Warum sich Blutspenden lohnt |
Barbara Döring |
05.05.2023 15:00 Uhr |
In der Altersgruppe der über 65-Jährigen sind es vor allem Krebserkrankungen des blutbildenden Systems, die zu einem hohen Bedarf an Blutprodukten führen. Dazu kommen größere, kompliziertere chirurgische Eingriffe und moderne Behandlungsverfahren wie Chemotherapie und Bestrahlung, die eine Blutarmut verstärken. Dagegen seien Hüftgelenksoperationen heute Routineeingriffe, bei denen in der Regel keine Blutprodukte gebraucht werden, wenn keine Komplikationen auftreten, erklärt der Transfusionsmediziner.
Zurzeit gehen 2 bis 3 Prozent der Bevölkerung zwischen 18 und 72 Jahren, die potenziell dazu fähig sind, zur Blutspende. Das bedeutet: 97 Prozent verlassen sich demnach auf diesen kleinen Teil der Gesellschaft. Laut Müller-Steinhardt wird das künftig nicht mehr reichen. Vier bis sechs Prozent müssten es sein, damit die Versorgung der Bevölkerung gewährleistet ist. »Eine Blutspende sollte so selbstverständlich sein wie der Besuch beim Zahnarzt oder andere Vorsorgeuntersuchungen«, betont der Mediziner. Schließlich könnte jeder einmal in die Situation kommen, selbst ein Blutprodukt zu benötigen.

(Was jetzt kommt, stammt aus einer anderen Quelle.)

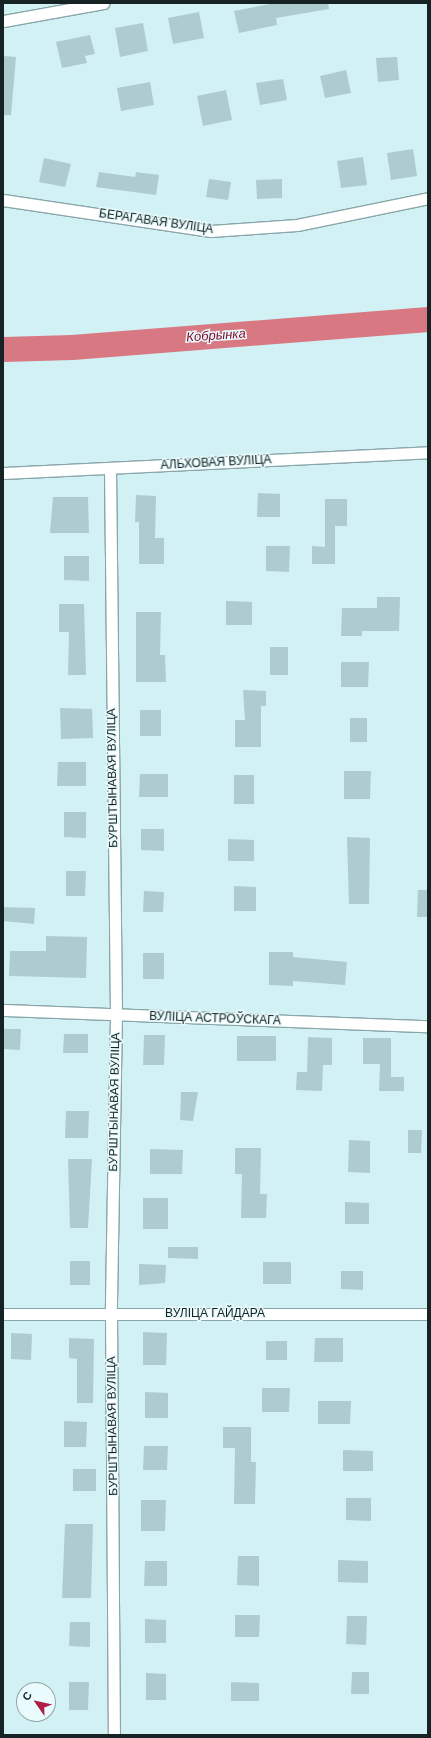 <!DOCTYPE html>
<meta charset="utf-8">
<style>
body{margin:0}
#map{position:relative;width:431px;height:1738px;overflow:hidden;background:#d2f1f4;font-family:Arial,sans-serif}
div>[style]{position:absolute}
[style*='--x']{left:calc(var(--x)*1px);top:calc(var(--y)*1px);width:calc(var(--w)*1px);rotate:calc(var(--a)*1deg)}
.river>*{height:25px;margin:-12.5px;padding:0 12.5px;transform-origin:12.5px;border-radius:12.5px;background:#d87883}
.building>*{inset:0;background:#aeccd0}
.roads{filter:drop-shadow(1px 0 #89a6aa) drop-shadow(-1px 0 #89a6aa) drop-shadow(0 1px #89a6aa) drop-shadow(0 -1px #89a6aa)}
.minor>*{height:11px;margin:-5.5px;padding:0 5.5px;transform-origin:5.5px;border-radius:5.5px;background:#fff}
span{translate:-50% -50%;white-space:nowrap;text-align:center;line-height:1.15;-webkit-text-stroke:3px #e9fbfd;paint-order:stroke}
.street-label{font-size:12px;color:#162223}
.water-label{font-size:13px;color:#840d2f;font-style:italic}
.frame{position:absolute;inset:0;border:4px solid #162223;pointer-events:none}
.north{position:absolute;left:16px;top:1682px;width:40px;height:40px;box-sizing:border-box;background:#e9fbfd;border:1px solid #95a4a6;border-radius:50%;rotate:304deg;font-size:11px;font-weight:700;line-height:16px;text-align:center;color:#162223}
.north::after{content:'';display:block;margin:auto;width:14px;height:18px;background:#b11e43;clip-path:polygon(50% 0,100% 100%,50% 72%,0 100%)}
</style>
<div id="map">
<div class="river">
<div style="--x:3;--y:349;--w:69;--a:-1.7"></div>
<div style="--x:72;--y:347;--w:357;--a:-4.5"></div>
</div>
<div class="building">
<div style="clip-path:polygon(275px 3px,328px 3px,329px 9px,276px 18px,277px 25px,239px 33px,234px 11px)"></div>
<div style="clip-path:polygon(199px 12px,204px 38px,173px 44px,168px 18px)"></div>
<div style="clip-path:polygon(143px 23px,148px 51px,120px 57px,115px 28px)"></div>
<div style="clip-path:polygon(90px 35px,95px 54px,85px 56px,87px 63px,62px 68px,56px 42px)"></div>
<div style="clip-path:polygon(3px 56px,16px 57px,11px 115px,3px 115px)"></div>
<div style="clip-path:polygon(397px 57px,399px 80px,378px 82px,376px 58px)"></div>
<div style="clip-path:polygon(346px 70px,351px 93px,325px 98px,320px 76px)"></div>
<div style="clip-path:polygon(283px 79px,287px 100px,260px 105px,256px 83px)"></div>
<div style="clip-path:polygon(150px 82px,154px 105px,121px 111px,117px 88px)"></div>
<div style="clip-path:polygon(226px 90px,232px 120px,203px 126px,197px 96px)"></div>
<div style="clip-path:polygon(413px 149px,417px 176px,391px 180px,387px 153px)"></div>
<div style="clip-path:polygon(363px 157px,367px 185px,341px 188px,337px 161px)"></div>
<div style="clip-path:polygon(44px 158px,71px 164px,65px 187px,39px 182px)"></div>
<div style="clip-path:polygon(99px 172px,135px 177px,136px 172px,159px 175px,156px 195px,96px 187px)"></div>
<div style="clip-path:polygon(209px 179px,231px 182px,228px 200px,206px 197px)"></div>
<div style="clip-path:polygon(282px 179px,282px 198px,257px 199px,256px 180px)"></div>
<div style="clip-path:polygon(258px 493px,280px 494px,280px 517px,257px 517px)"></div>
<div style="clip-path:polygon(136px 495px,156px 496px,155px 538px,164px 538px,164px 564px,139px 564px,139px 522px,135px 522px)"></div>
<div style="clip-path:polygon(53px 497px,88px 497px,89px 533px,50px 533px)"></div>
<div style="clip-path:polygon(325px 499px,347px 499px,347px 526px,335px 526px,335px 564px,312px 564px,312px 546px,325px 547px)"></div>
<div style="clip-path:polygon(266px 546px,290px 546px,289px 572px,266px 571px)"></div>
<div style="clip-path:polygon(64px 556px,89px 556px,89px 581px,64px 580px)"></div>
<div style="clip-path:polygon(377px 597px,400px 597px,399px 631px,362px 631px,362px 636px,341px 636px,342px 608px,377px 608px)"></div>
<div style="clip-path:polygon(226px 601px,252px 602px,252px 625px,226px 625px)"></div>
<div style="clip-path:polygon(59px 604px,84px 604px,86px 675px,68px 675px,69px 632px,59px 632px)"></div>
<div style="clip-path:polygon(136px 612px,161px 612px,160px 655px,165px 655px,166px 682px,136px 682px)"></div>
<div style="clip-path:polygon(270px 647px,288px 647px,288px 675px,270px 675px)"></div>
<div style="clip-path:polygon(341px 662px,369px 662px,368px 687px,341px 687px)"></div>
<div style="clip-path:polygon(243px 690px,266px 691px,266px 706px,261px 706px,261px 747px,235px 747px,235px 720px,245px 720px)"></div>
<div style="clip-path:polygon(60px 708px,92px 709px,93px 738px,61px 739px)"></div>
<div style="clip-path:polygon(140px 710px,161px 710px,161px 736px,140px 736px)"></div>
<div style="clip-path:polygon(350px 718px,367px 718px,367px 742px,350px 742px)"></div>
<div style="clip-path:polygon(58px 762px,86px 762px,86px 786px,57px 786px)"></div>
<div style="clip-path:polygon(344px 771px,371px 771px,370px 799px,344px 799px)"></div>
<div style="clip-path:polygon(140px 774px,168px 774px,168px 797px,139px 797px)"></div>
<div style="clip-path:polygon(234px 775px,254px 775px,254px 804px,234px 804px)"></div>
<div style="clip-path:polygon(64px 812px,86px 812px,86px 838px,64px 837px)"></div>
<div style="clip-path:polygon(141px 829px,164px 829px,164px 851px,141px 850px)"></div>
<div style="clip-path:polygon(347px 837px,370px 838px,369px 904px,349px 904px)"></div>
<div style="clip-path:polygon(228px 839px,254px 840px,254px 861px,228px 861px)"></div>
<div style="clip-path:polygon(66px 871px,86px 871px,85px 896px,66px 896px)"></div>
<div style="clip-path:polygon(234px 886px,256px 887px,256px 911px,234px 911px)"></div>
<div style="clip-path:polygon(418px 890px,428px 890px,428px 917px,417px 917px)"></div>
<div style="clip-path:polygon(144px 891px,164px 892px,163px 912px,143px 912px)"></div>
<div style="clip-path:polygon(3px 907px,35px 908px,34px 924px,3px 921px)"></div>
<div style="clip-path:polygon(46px 936px,87px 937px,86px 978px,9px 976px,10px 951px,46px 951px)"></div>
<div style="clip-path:polygon(269px 952px,293px 952px,293px 957px,347px 962px,345px 985px,293px 981px,293px 986px,269px 985px)"></div>
<div style="clip-path:polygon(143px 953px,164px 953px,164px 979px,143px 979px)"></div>
<div style="clip-path:polygon(3px 1029px,21px 1029px,20px 1050px,3px 1049px)"></div>
<div style="clip-path:polygon(64px 1034px,88px 1034px,88px 1053px,63px 1053px)"></div>
<div style="clip-path:polygon(144px 1035px,165px 1035px,164px 1065px,143px 1065px)"></div>
<div style="clip-path:polygon(237px 1036px,276px 1036px,276px 1061px,237px 1061px)"></div>
<div style="clip-path:polygon(308px 1037px,332px 1038px,332px 1065px,323px 1065px,322px 1091px,296px 1090px,297px 1072px,307px 1072px)"></div>
<div style="clip-path:polygon(363px 1038px,391px 1038px,391px 1077px,404px 1077px,404px 1091px,379px 1091px,380px 1064px,363px 1064px)"></div>
<div style="clip-path:polygon(181px 1092px,198px 1092px,193px 1121px,180px 1120px)"></div>
<div style="clip-path:polygon(66px 1111px,89px 1111px,88px 1138px,65px 1138px)"></div>
<div style="clip-path:polygon(408px 1130px,422px 1130px,421px 1153px,408px 1153px)"></div>
<div style="clip-path:polygon(349px 1140px,370px 1141px,370px 1173px,348px 1172px)"></div>
<div style="clip-path:polygon(235px 1148px,261px 1148px,260px 1194px,267px 1194px,266px 1218px,241px 1218px,242px 1174px,235px 1174px)"></div>
<div style="clip-path:polygon(150px 1149px,183px 1150px,182px 1174px,150px 1174px)"></div>
<div style="clip-path:polygon(68px 1159px,92px 1159px,88px 1228px,70px 1228px)"></div>
<div style="clip-path:polygon(143px 1198px,168px 1198px,168px 1229px,143px 1229px)"></div>
<div style="clip-path:polygon(345px 1202px,369px 1203px,369px 1224px,345px 1224px)"></div>
<div style="clip-path:polygon(168px 1247px,198px 1247px,198px 1259px,168px 1258px)"></div>
<div style="clip-path:polygon(70px 1261px,90px 1261px,90px 1285px,70px 1285px)"></div>
<div style="clip-path:polygon(263px 1262px,291px 1262px,291px 1284px,263px 1284px)"></div>
<div style="clip-path:polygon(139px 1264px,166px 1265px,165px 1283px,139px 1285px)"></div>
<div style="clip-path:polygon(341px 1271px,363px 1271px,363px 1290px,341px 1289px)"></div>
<div style="clip-path:polygon(143px 1332px,167px 1333px,166px 1365px,143px 1365px)"></div>
<div style="clip-path:polygon(11px 1333px,32px 1334px,31px 1360px,11px 1359px)"></div>
<div style="clip-path:polygon(69px 1338px,94px 1339px,93px 1403px,77px 1403px,77px 1359px,69px 1358px)"></div>
<div style="clip-path:polygon(315px 1338px,343px 1338px,343px 1362px,314px 1362px)"></div>
<div style="clip-path:polygon(266px 1341px,287px 1341px,287px 1360px,266px 1360px)"></div>
<div style="clip-path:polygon(262px 1388px,290px 1388px,289px 1412px,262px 1412px)"></div>
<div style="clip-path:polygon(145px 1392px,168px 1393px,168px 1418px,145px 1418px)"></div>
<div style="clip-path:polygon(318px 1401px,351px 1401px,350px 1424px,318px 1424px)"></div>
<div style="clip-path:polygon(64px 1421px,87px 1422px,86px 1447px,64px 1447px)"></div>
<div style="clip-path:polygon(223px 1427px,251px 1427px,251px 1462px,256px 1462px,255px 1504px,234px 1504px,235px 1448px,223px 1448px)"></div>
<div style="clip-path:polygon(144px 1446px,168px 1446px,167px 1470px,143px 1470px)"></div>
<div style="clip-path:polygon(343px 1450px,373px 1451px,373px 1471px,343px 1471px)"></div>
<div style="clip-path:polygon(73px 1469px,96px 1469px,96px 1491px,73px 1491px)"></div>
<div style="clip-path:polygon(346px 1498px,371px 1498px,371px 1521px,346px 1520px)"></div>
<div style="clip-path:polygon(141px 1500px,166px 1500px,165px 1531px,141px 1531px)"></div>
<div style="clip-path:polygon(65px 1524px,93px 1524px,91px 1598px,62px 1598px)"></div>
<div style="clip-path:polygon(238px 1556px,259px 1556px,259px 1586px,237px 1585px)"></div>
<div style="clip-path:polygon(338px 1560px,368px 1561px,368px 1583px,338px 1582px)"></div>
<div style="clip-path:polygon(145px 1561px,167px 1561px,167px 1586px,144px 1586px)"></div>
<div style="clip-path:polygon(235px 1615px,260px 1615px,259px 1637px,235px 1637px)"></div>
<div style="clip-path:polygon(347px 1616px,367px 1616px,366px 1645px,346px 1644px)"></div>
<div style="clip-path:polygon(145px 1619px,166px 1620px,166px 1643px,145px 1643px)"></div>
<div style="clip-path:polygon(70px 1622px,90px 1622px,90px 1647px,69px 1646px)"></div>
<div style="clip-path:polygon(352px 1672px,369px 1672px,369px 1694px,351px 1694px)"></div>
<div style="clip-path:polygon(146px 1673px,166px 1674px,166px 1700px,146px 1700px)"></div>
<div style="clip-path:polygon(69px 1682px,89px 1682px,88px 1710px,69px 1710px)"></div>
<div style="clip-path:polygon(231px 1682px,259px 1683px,259px 1701px,231px 1701px)"></div>
</div>
<div class="roads">
<div class="minor">
<div style="--x:3;--y:21;--w:102;--a:-10.2"></div>
<div style="--x:3;--y:200;--w:210;--a:8.5"></div>
<div style="--x:211;--y:231;--w:86;--a:-4"></div>
<div style="--x:297;--y:225;--w:134;--a:-11.6"></div>
<div style="--x:110;--y:468;--w:547;--a:89.37"></div>
<div style="--x:116;--y:1015;--w:299;--a:91"></div>
<div style="--x:111;--y:1314;--w:421;--a:89.6"></div>
<div style="--x:3;--y:473;--w:426;--a:-2.8"></div>
<div style="--x:3;--y:1010;--w:425;--a:2.2"></div>
<div style="--x:3;--y:1314;--w:425;--a:0"></div>
</div>
</div>
<div class="street-label">
<span style="left:156px;top:222px;rotate:8deg">БЕРАГАВАЯ ВУЛІЦА</span>
<span style="left:216px;top:463px;rotate:-3deg">АЛЬХОВАЯ ВУЛІЦА</span>
<span style="left:113px;top:778px;rotate:-91deg">БУРШТЫНАВАЯ ВУЛІЦА</span>
<span style="left:215px;top:1019px;rotate:2deg">ВУЛІЦА АСТРОЎСКАГА</span>
<span style="left:115px;top:1102px;rotate:-89deg">БУРШТЫНАВАЯ ВУЛІЦА</span>
<span style="left:215px;top:1314px">ВУЛІЦА ГАЙДАРА</span>
<span style="left:113px;top:1426px;rotate:-91deg">БУРШТЫНАВАЯ ВУЛІЦА</span>
</div>
<div class="water-label">
<span style="left:216px;top:336px;rotate:-4deg">Кобрынка</span>
</div>
<div class="frame"></div>
<div class="north">С</div>
</div>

»Blutspenden tut nicht weh und die Einschränkungen, die man hat, sind überschaubar«, sagt Müller-Steinhardt. Jeder, der zwischen 18 und 68 Jahre alt ist und mindestens 50 kg wiegt, kann etwas von seinem Lebenssaft abgeben, wenn er gesund ist. Um das zu klären, erfolgt vor der ersten Blutspende eine Eignungsprüfung. Mit einem medizinischen Fragebogen und einer körperlichen Untersuchung lässt sich dabei feststellen, ob sich ein Mensch grundsätzlich als Blutspender eignet oder ob medizinische Gründe dagegen sprechen. Das wären zum Beispiel Herz-Kreislauferkrankungen oder ein angeborener Herzfehler. Nicht nur der Spender wird damit vor Risiken geschützt. Auch für den Empfänger soll es keinen Nachteil geben, indem etwa Infektionskrankheiten übertragen werden.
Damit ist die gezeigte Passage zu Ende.